In the decades-long legal battles over school funding, different states have taken turns in the national spotlight.
All eyes were on Ohio in the late 1990s, for example, after its state Supreme Court ruled on multiple occasions that the K-12 funding system was unconstitutional — due to an overreliance on local property taxes and a failure to deliver a “thorough and efficient system of common schools.”
This year was Kansas’ turn to grab headlines.
That state’s Supreme Court ruled in March that the Legislature’s current financing of K-12 schools was unconstitutional. The decision not only forced lawmakers to scramble for a fix by the end of this year’s session, it also could have ramifications in other states.
“Forty-five states have had court cases on [the constitutionality of school funding], and these cases have almost always been about, Should we spend more money or not?” notes Erik Hanushek, a senior fellow at Stanford University’s Hoover Institution.

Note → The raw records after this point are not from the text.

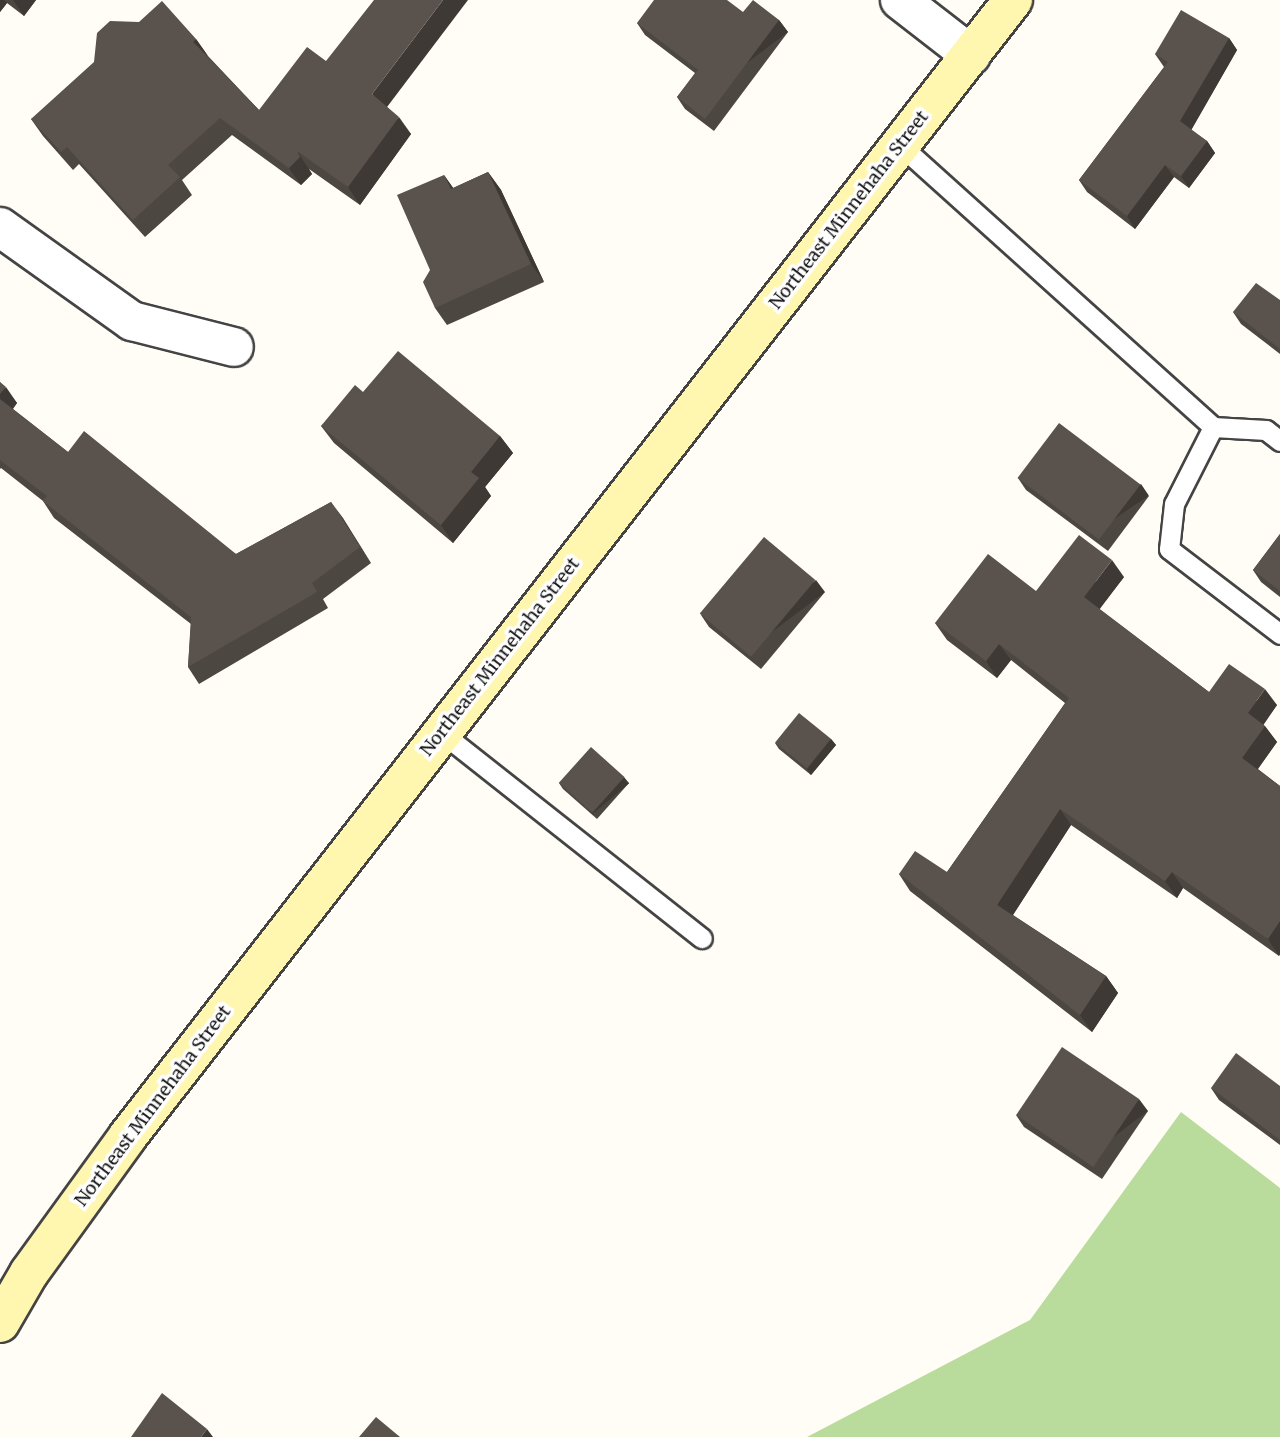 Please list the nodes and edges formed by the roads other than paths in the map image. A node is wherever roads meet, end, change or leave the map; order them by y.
1 (900, 0) edge
2 (1013, 0) edge
3 (971, 55) junction
4 (900, 145) junction
5 (0, 228) edge
6 (234, 347) dead end
7 (1213, 427) junction
8 (1280, 441) edge
9 (1280, 635) edge
10 (442, 733) junction
11 (702, 937) dead end
12 (0, 1323) edge

1 - 3 street
2 - 3 main road, Northeast Minnehaha Street
3 - 4 main road, Northeast Minnehaha Street
4 - 7 lane
4 - 10 main road, Northeast Minnehaha Street
5 - 6 street
7 - 8 lane
7 - 9 lane
10 - 11 lane
10 - 12 main road, Northeast Minnehaha Street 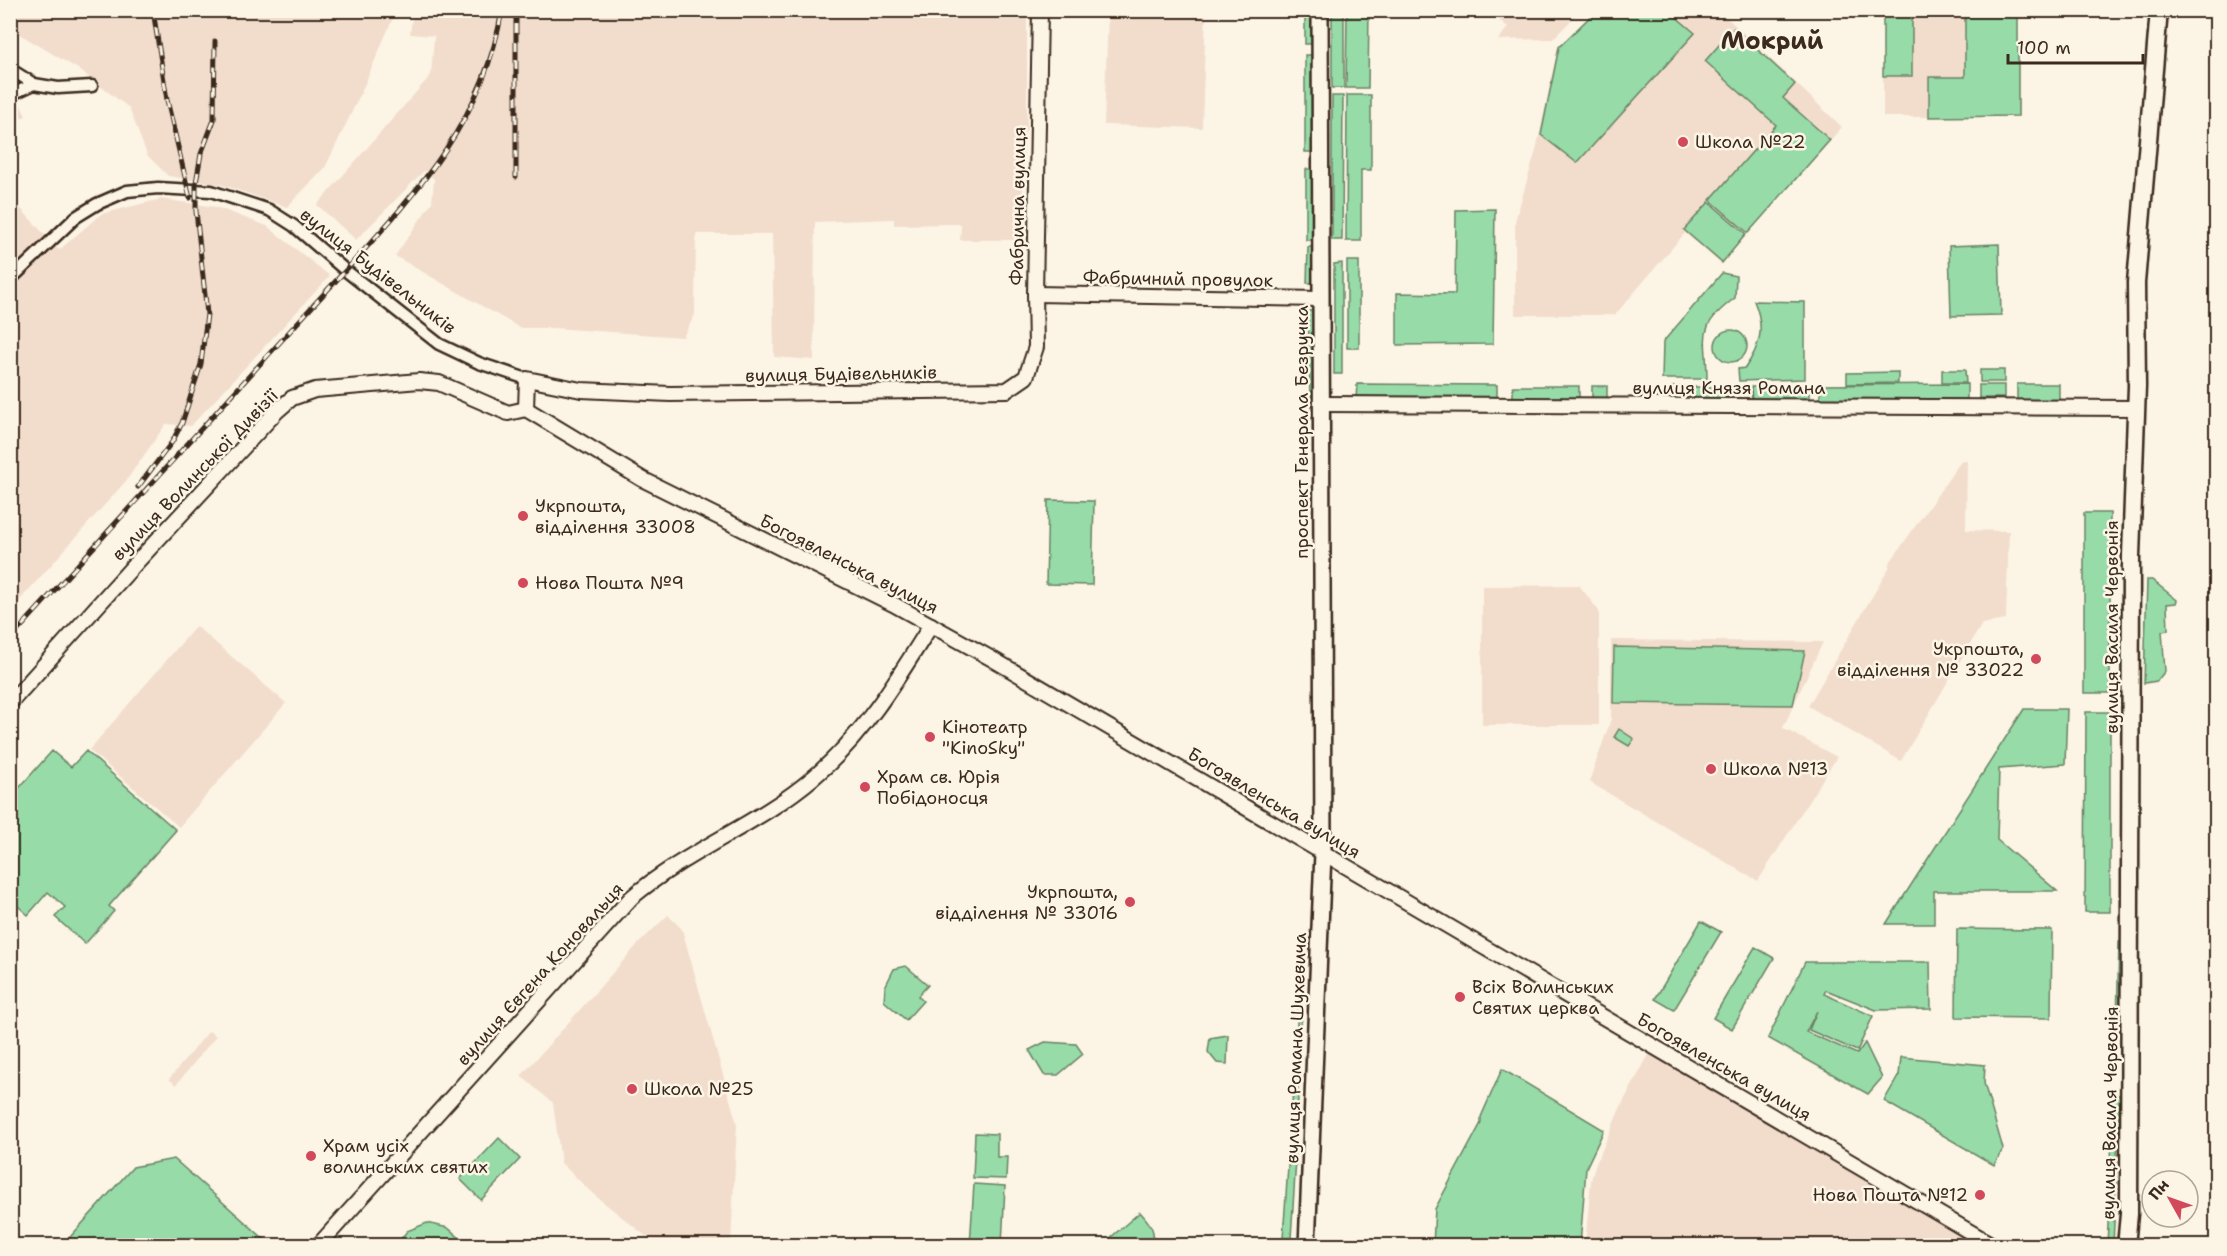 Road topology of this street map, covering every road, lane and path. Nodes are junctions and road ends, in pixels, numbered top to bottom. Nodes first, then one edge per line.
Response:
1 (1040, 10) edge
2 (1320, 10) edge
3 (2159, 10) edge
4 (10, 69) edge
5 (34, 84) junction
6 (92, 86) dead end
7 (10, 95) edge
8 (10, 280) edge
9 (1035, 294) junction
10 (1321, 299) junction
11 (527, 379) junction
12 (1007, 390) joint
13 (1322, 404) junction
14 (2136, 408) junction
15 (526, 409) junction
16 (931, 625) junction
17 (10, 703) edge
18 (1323, 853) junction
19 (318, 1245) edge
20 (1307, 1245) edge
21 (1994, 1245) edge
22 (2126, 1245) edge

1 - 9 street, Фабрична вулиця
2 - 10 main road, проспект Генерала Безручка
3 - 14 main road, вулиця Василя Червонія
4 - 5 street
5 - 6 street
5 - 7 street
8 - 11 street, вулиця Будівельників
9 - 10 street, Фабричний провулок
9 - 12 street, Фабрична вулиця
10 - 13 main road, проспект Генерала Безручка
11 - 12 street, вулиця Будівельників
11 - 15 street
13 - 14 street, вулиця Князя Романа
13 - 18 main road, проспект Генерала Безручка
14 - 22 main road, вулиця Василя Червонія
15 - 16 street, Богоявленська вулиця
15 - 17 street, вулиця Волинської Дивізії
16 - 18 street, Богоявленська вулиця
16 - 19 street, вулиця Євгена Коновальця
18 - 20 main road, вулиця Романа Шухевича
18 - 21 street, Богоявленська вулиця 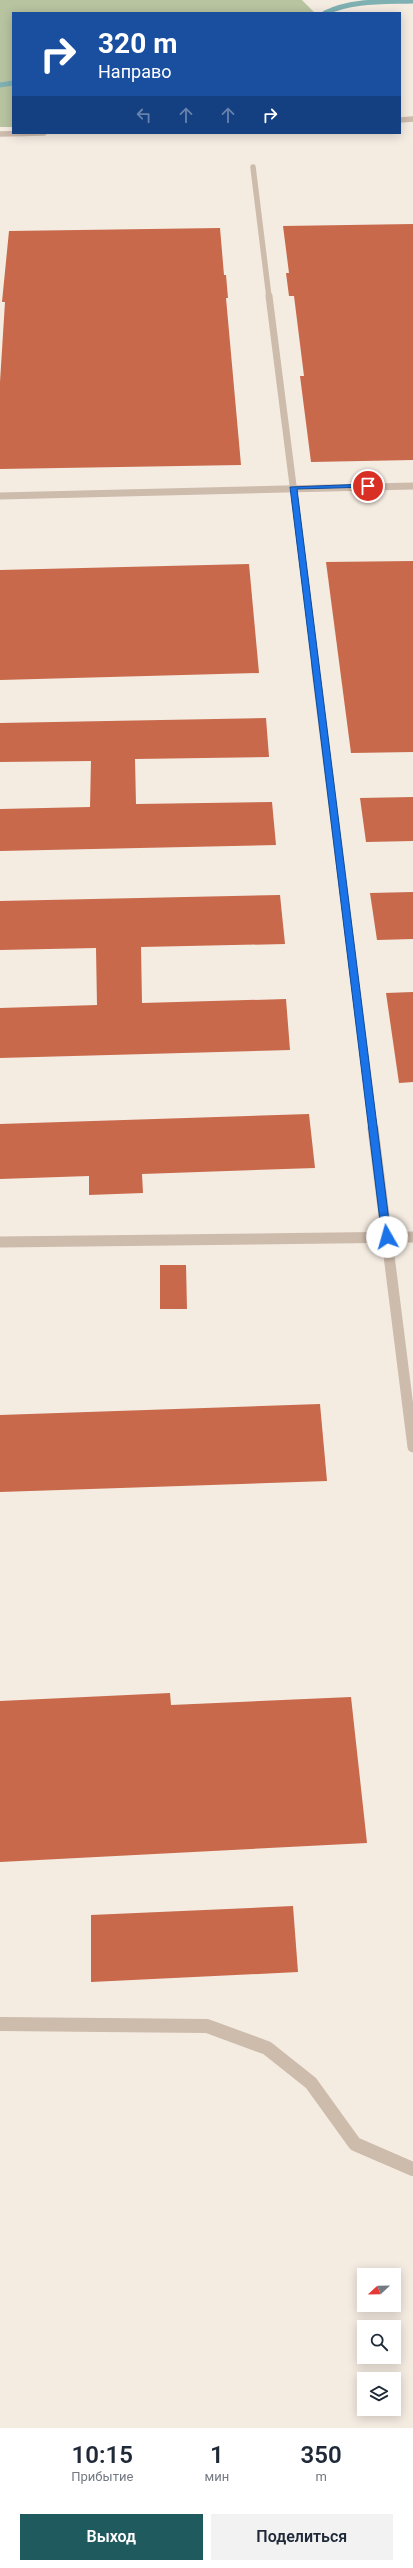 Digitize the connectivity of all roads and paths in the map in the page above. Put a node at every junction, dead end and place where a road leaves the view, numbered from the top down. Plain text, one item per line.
1 (413, 119) edge
2 (401, 120) edge
3 (0, 134) edge
4 (12, 134) edge
5 (254, 167) dead end
6 (413, 486) edge
7 (293, 487) junction
8 (0, 496) edge
9 (387, 1237) junction
10 (413, 1237) edge
11 (0, 1242) edge
12 (413, 1447) edge
13 (0, 2024) edge
14 (413, 2170) edge

1 - 2 lane
3 - 4 lane
5 - 7 lane
6 - 7 lane
7 - 8 lane
7 - 9 lane
9 - 10 lane
9 - 11 lane
9 - 12 lane
13 - 14 lane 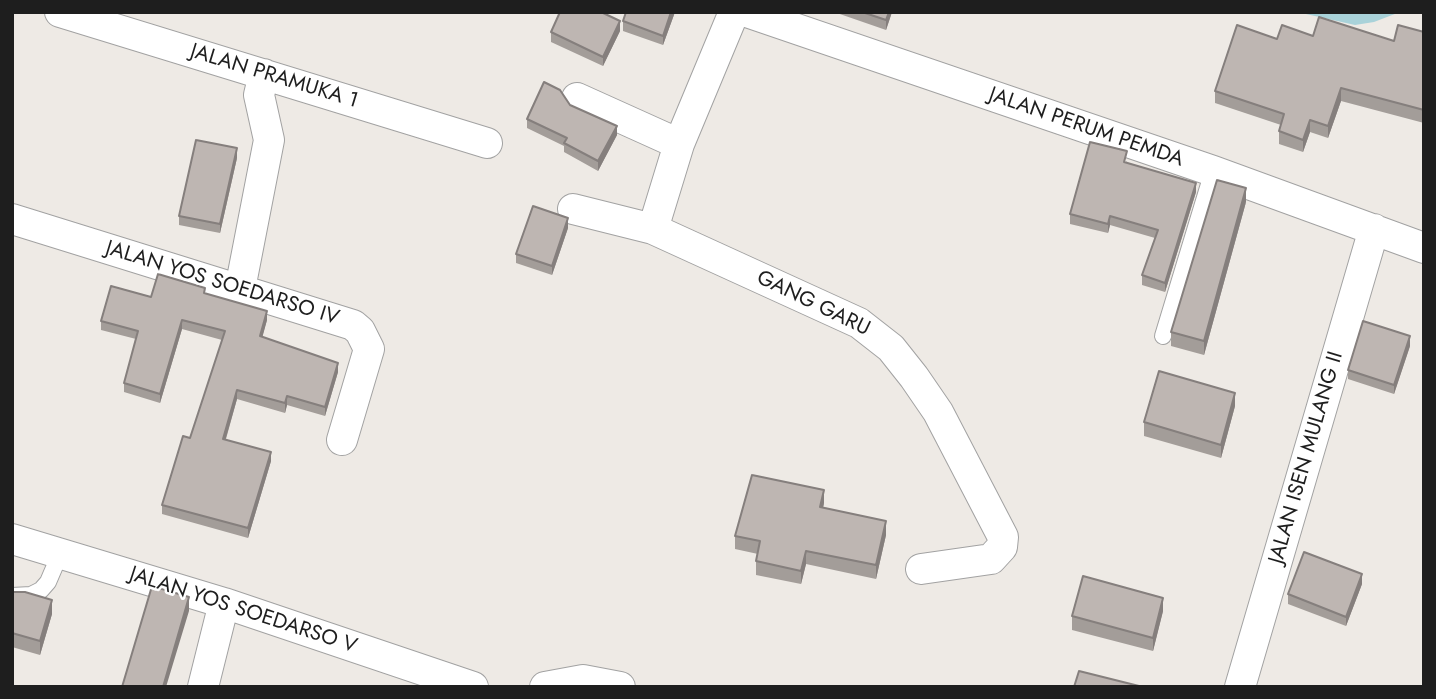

“What the Kansas Supreme Court has said is that this might be an issue, but the real issue is whether students learn. That is important because it may change the focus — how you spend the money rather than how much you spend.”
The Kansas case, Gannon v. State of Kansas, centered on two issues at the heart of most school-finance litigation: equity and adequacy.
On the first question, the state’s highest court ruled the system unconstitutional due to the lack of state dollars going to “equalization” funds for poorer school districts. The Kansas Legislature was given until July 1 to fix the problem, and lawmakers were spending most of the last days of session trying to reach an agreement. On the question of adequacy, the Kansas Supreme Court returned the case to the district court, which had previously ruled in favor of the plaintiffs. That part of the ruling, in particular, caught the attention of Hanushek and other national observers.
Rather than simply relying on education cost studies and how they compare to actual per-pupil funding, the justices said, a ruling on adequacy should be based on the learning goals and outcomes established in Kansas law.
Those statutory standards include adequate preparation of students for work and college, development of sufficient oral and written communication skills, and the development of physical and mental wellness among young people.
“What the Kansas Supreme Court essentially said is that the cost study isn’t the ultimate measure [of adequacy]; the ultimate measure is the standards set in state statute,” notes Molly Hunter, director of the Education Justice program at the Education Law Center.
In other words, does Kansas’ current funding system (both how it is structured and implemented) allow all students to meet the state’s own standards?
How the state courts decide the adequacy part of the case will once again shape the work of the Kansas Legislature in the months and years ahead.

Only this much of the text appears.